Even the uproarious devilry of Prince Abool in the alley below did not rouse her, when about midnight he broke loose from the feverish detaining hold which Newâsi had kept on him by every art of her power during the day, lest the master returning should find the Prince in mischief. But now he lurched away with a party of young bloods who had come to fetch him, swearing that he must celebrate the victory properly. But for a moment's weakness, fostered by a foolish, fearful woman, he might have led the cavalry. He wept maudlin tears over the thought, swearing he would yet show his mettle. He would not leave one hell-doomed alive; and, suiting the action to the word, he began incontinently to search for fugitives in some open cowyards close by, till the strapping dairymaids, roused from slumber, declared in revenge that they had seen a man slip down the culvert of the big drain. Five minutes afterward Prince Abool, half-choked, half-drowned, was dragged from the sewer by his comrades, protesting feebly that he must have killed an infidel; else why did the blood smell so horribly?

But after that the city sank into the soundlessness, the stillness, of the hour before dawn, save for a recurring call of the watch bugles on wall and Ridge and the twinkling lights which burned all night in camp and court. For those two had challenged each other, and the fight was to the bitter end. What else could it be with a death-pledge between them? The townspeople might sleep uncertain which side they would espouse, but between the Men and the Murderers the issue was clear.

And it remained so, even though the month-of-miracle lingered, and no assault came on the morrow, or the day after, or the day after that. So that the old King himself set his back to the wall and for once spoke as a King should. "If the army will not fight without pay, punish it," he said to the Commander-in-chief. But it was only a flash in the pan, and he retired once more to the latticed marble balcony and set the sign-manual to a general fiat that "those who would be satisfied with a trifle might be paid something." Whereat Mahboob Ali shook his head, for there was not even a trifle in the privy purse.

As for the city people, their ears and tongues grew longer during those three days, when the sepoys, returning from the sorties and skirmishes, brought back tales of glorious victory, stupendous slaughter. Her man had killed fifteen Huzoors himself, and there were not five hundred left on the Ridge, said Futteh-deen's wife to Pera-Khân's as they gossiped at the wall; and a good job too. When they were gone there would be an end of these sword cuts and bullet wounds. Not a wink of sleep had she had for nights, yawned Zainub, what with thirsts and poultices! And on the steps of the mosque, too, the learned lingered to discuss the newspapers. So Bukht Khân with fifty thousand men was on his way to swear allegiance, and the Shah of Persia had sacked Lahore, where Jan Larnce himself had been caught trying to escape on an elephant and identified by wounds on his back. And the London correspondent of the Authentic News was no doubt right in saying the Queen was dumfoundered, while the St. Petersburg one was clearly correct in asserting that the Czar was about to put on his crown at last. Why not, since his vow was at an end with the passing of India from British supremacy?

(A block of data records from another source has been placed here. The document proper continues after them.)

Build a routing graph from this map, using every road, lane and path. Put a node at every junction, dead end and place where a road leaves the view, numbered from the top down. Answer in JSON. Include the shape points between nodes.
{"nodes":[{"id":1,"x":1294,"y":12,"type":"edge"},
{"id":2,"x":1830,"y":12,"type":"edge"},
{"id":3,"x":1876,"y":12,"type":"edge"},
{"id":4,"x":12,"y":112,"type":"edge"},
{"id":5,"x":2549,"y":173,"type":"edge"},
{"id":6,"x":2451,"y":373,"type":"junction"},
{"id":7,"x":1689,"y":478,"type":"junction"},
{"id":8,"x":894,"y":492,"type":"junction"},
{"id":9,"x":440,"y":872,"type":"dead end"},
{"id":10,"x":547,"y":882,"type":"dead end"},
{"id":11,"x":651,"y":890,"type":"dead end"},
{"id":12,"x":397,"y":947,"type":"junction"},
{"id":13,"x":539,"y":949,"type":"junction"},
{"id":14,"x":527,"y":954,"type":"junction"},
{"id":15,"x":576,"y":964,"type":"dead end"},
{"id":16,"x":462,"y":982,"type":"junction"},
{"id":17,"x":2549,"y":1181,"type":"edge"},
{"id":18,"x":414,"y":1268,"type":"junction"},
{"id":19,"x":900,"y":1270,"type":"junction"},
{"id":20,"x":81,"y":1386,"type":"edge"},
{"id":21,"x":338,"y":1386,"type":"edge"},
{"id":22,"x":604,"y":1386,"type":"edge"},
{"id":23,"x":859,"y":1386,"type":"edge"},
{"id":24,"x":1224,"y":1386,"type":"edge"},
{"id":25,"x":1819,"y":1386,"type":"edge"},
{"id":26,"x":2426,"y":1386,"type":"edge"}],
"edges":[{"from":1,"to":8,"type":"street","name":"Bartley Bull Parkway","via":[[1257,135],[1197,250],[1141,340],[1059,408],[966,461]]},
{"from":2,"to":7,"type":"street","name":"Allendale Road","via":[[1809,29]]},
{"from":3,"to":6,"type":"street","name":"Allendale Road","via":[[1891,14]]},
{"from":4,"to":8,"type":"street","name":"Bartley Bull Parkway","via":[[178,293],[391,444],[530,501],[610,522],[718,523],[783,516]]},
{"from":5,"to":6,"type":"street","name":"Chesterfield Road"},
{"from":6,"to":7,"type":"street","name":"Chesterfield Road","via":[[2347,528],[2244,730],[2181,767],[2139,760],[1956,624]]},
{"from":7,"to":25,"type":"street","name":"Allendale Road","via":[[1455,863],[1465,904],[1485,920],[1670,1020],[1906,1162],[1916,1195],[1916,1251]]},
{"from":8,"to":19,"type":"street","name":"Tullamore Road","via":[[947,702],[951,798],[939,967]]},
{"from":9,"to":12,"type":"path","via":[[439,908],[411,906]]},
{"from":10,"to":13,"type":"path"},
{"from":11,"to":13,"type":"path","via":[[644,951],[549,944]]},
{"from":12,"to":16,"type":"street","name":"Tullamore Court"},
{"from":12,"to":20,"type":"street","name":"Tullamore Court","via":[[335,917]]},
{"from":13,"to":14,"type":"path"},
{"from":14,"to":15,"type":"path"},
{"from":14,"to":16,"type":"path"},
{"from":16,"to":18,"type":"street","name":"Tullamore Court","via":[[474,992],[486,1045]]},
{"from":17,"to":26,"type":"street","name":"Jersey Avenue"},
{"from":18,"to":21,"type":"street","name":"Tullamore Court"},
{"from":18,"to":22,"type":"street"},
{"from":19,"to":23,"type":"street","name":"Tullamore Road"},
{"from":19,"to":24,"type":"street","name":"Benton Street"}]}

So the dream went on; the little brocaded bags kept coming in; the stupendous slaughter continued. Yet every night the Widow's Cruse of a Ridge echoed to the picket bugles, and the court and the camp twinkled at each other till dawn.

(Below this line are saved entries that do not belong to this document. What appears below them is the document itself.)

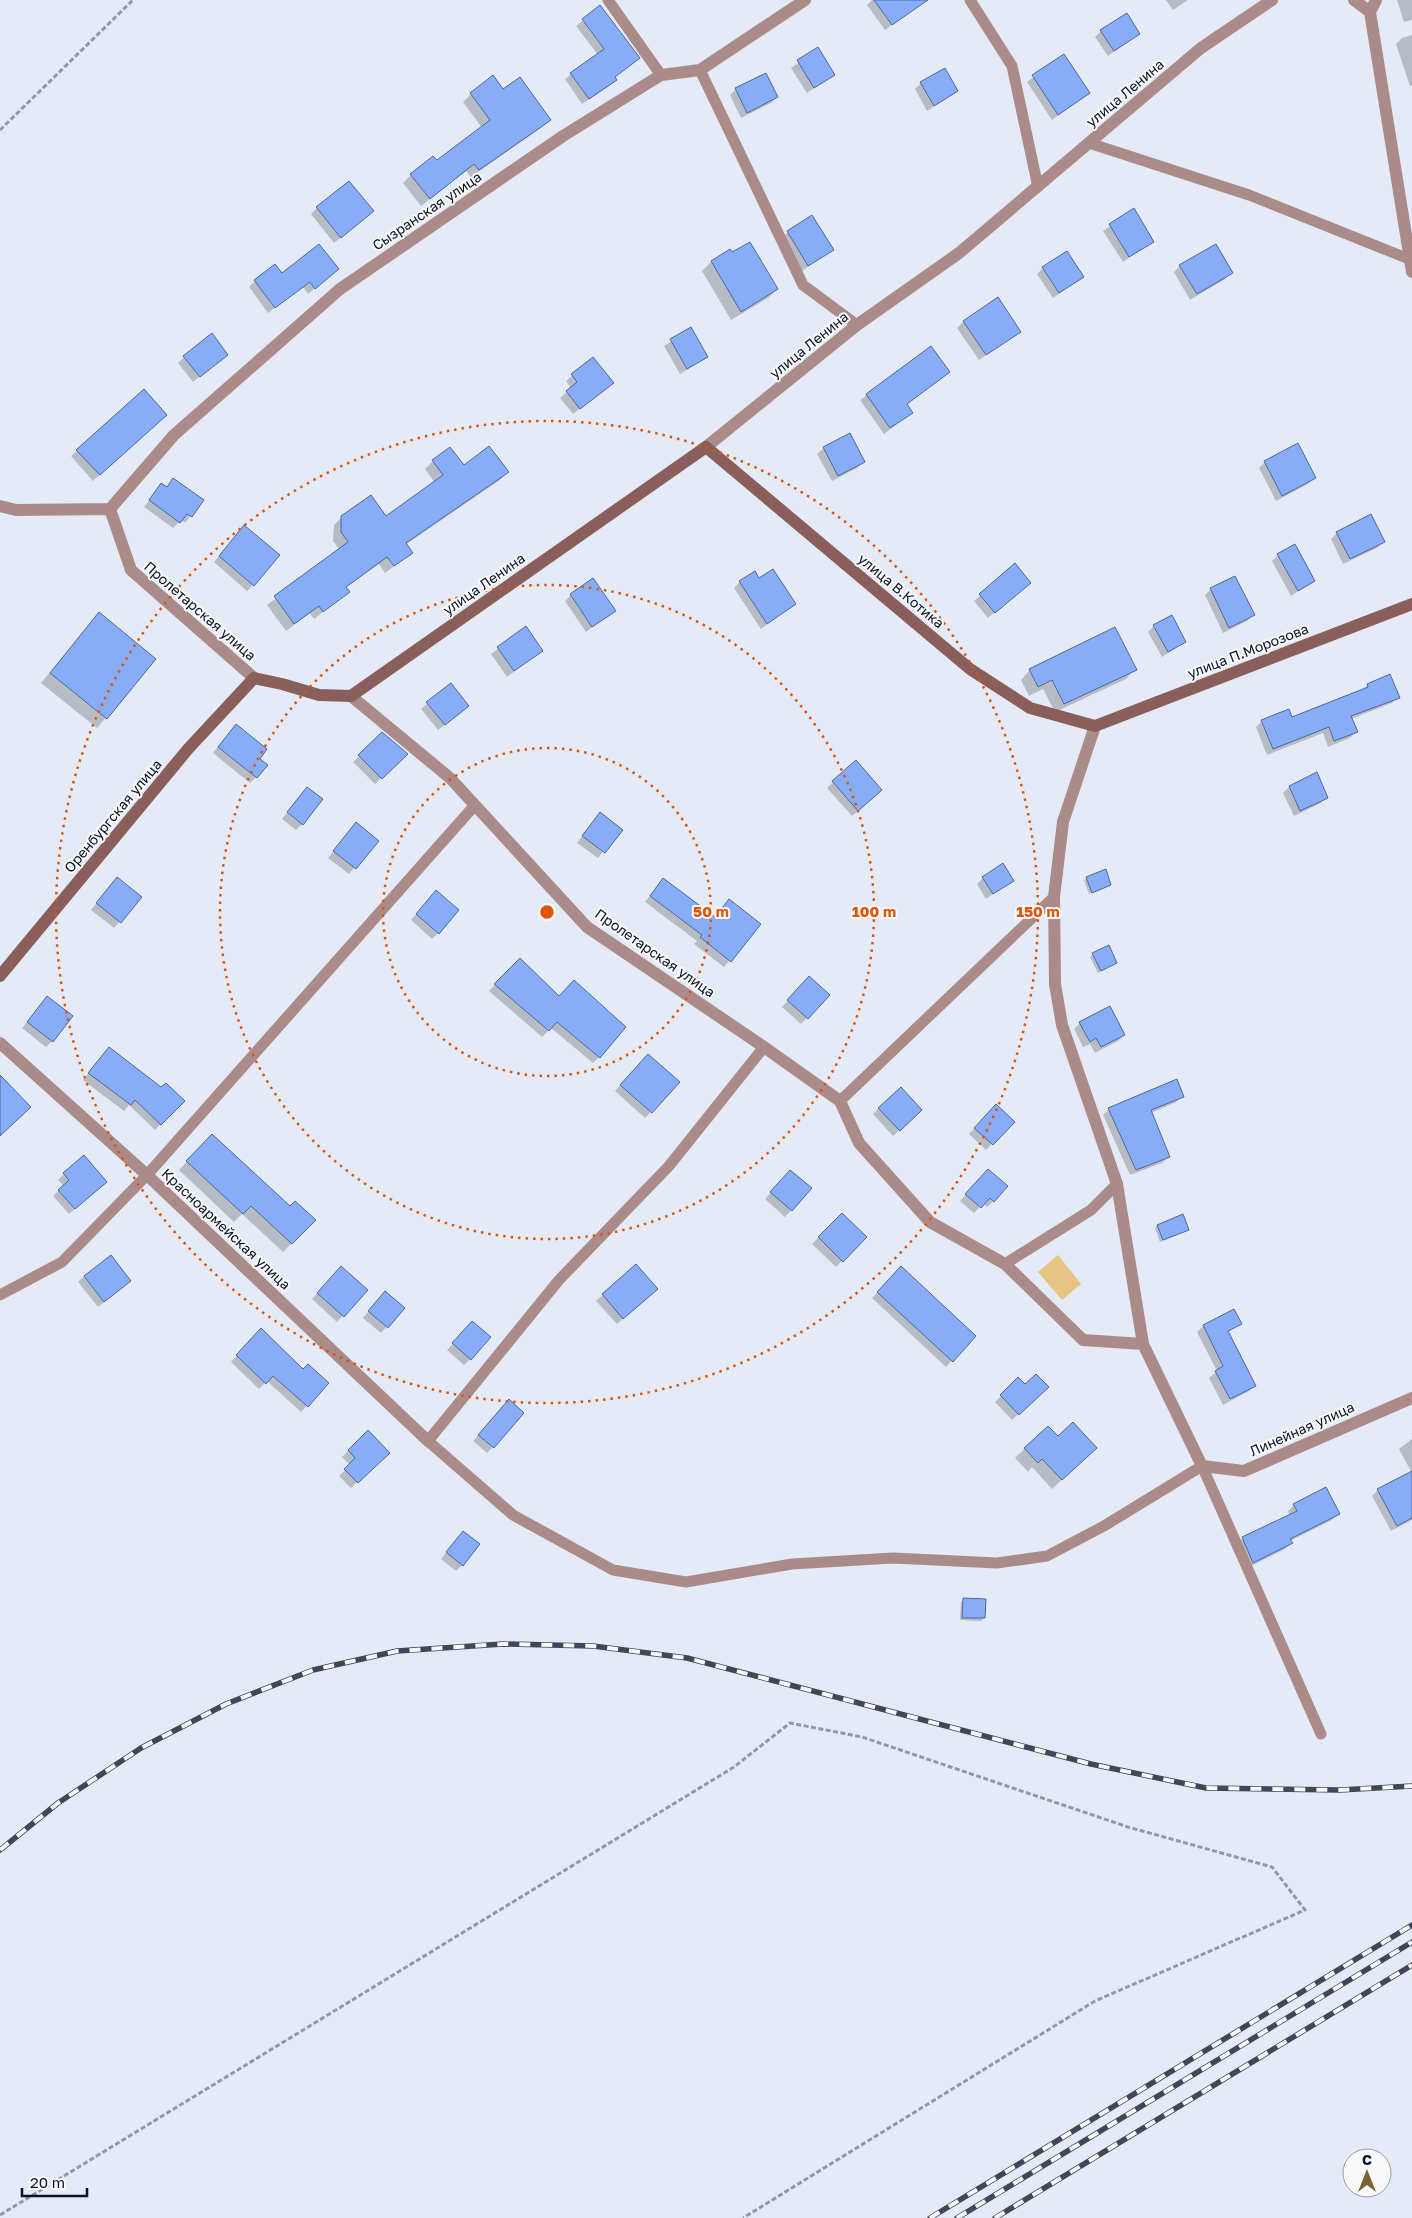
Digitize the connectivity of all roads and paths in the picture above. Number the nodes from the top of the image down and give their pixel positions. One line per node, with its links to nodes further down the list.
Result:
1 (133, 0): 10 (path)
2 (608, 0): 9 (lane)
3 (805, 0): 8 (street, Сызранская улица)
4 (970, 0): 12 (lane)
5 (1272, 0): 11 (street, улица Ленина)
6 (1354, 0): 7 (street)
7 (1373, 6): 13 (street)
8 (700, 70): 9 (street, Сызранская улица); 15 (lane)
9 (661, 75): 18 (street, Сызранская улица)
10 (0, 130)
11 (1089, 143): 12 (street, улица Ленина); 13 (lane)
12 (1038, 187): 15 (street, улица Ленина)
13 (1408, 259): 14 (street)
14 (1412, 272)
15 (857, 325): 16 (street, улица Ленина)
16 (706, 447): 21 (street, улица Ленина); 22 (street, улица В.Котика)
17 (0, 506): 18 (street)
18 (110, 509): 20 (street, Пролетарская улица)
19 (1412, 604): 22 (street, улица П.Морозова)
20 (254, 678): 21 (street, Пролетарская улица); 25 (street, Оренбургская улица)
21 (351, 696): 23 (street, Пролетарская улица)
22 (1095, 726): 24 (street)
23 (475, 805): 27 (street, Пролетарская улица); 29 (lane)
24 (1054, 897): 28 (lane); 30 (street)
25 (0, 976)
26 (0, 1043): 29 (street, Красноармейская улица)
27 (764, 1047): 28 (street, Пролетарская улица); 35 (lane)
28 (840, 1101): 31 (street)
29 (147, 1175): 32 (lane); 35 (street, Красноармейская улица)
30 (1117, 1184): 31 (lane); 33 (street)
31 (1005, 1264): 33 (street)
32 (0, 1295)
33 (1143, 1344): 36 (street)
34 (1412, 1398): 36 (street, Линейная улица)
35 (428, 1441): 36 (lane)
36 (1202, 1466): 37 (lane)
37 (1321, 1734)
38 (0, 2215): 39 (path)
39 (743, 2218)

A sort of vexed despairing patience came to Jim Douglas, and more than once he apologized to Kate for his moodiness, like a patient who apologizes to his nurse when unfavorable symptoms set in. He gave her what news he could glean, which was not much, for Tiddu had gone south for another consignment of grain. But on the morning of the 12th he turned up with a face clearer than it had been; and a friendlier look in his eyes.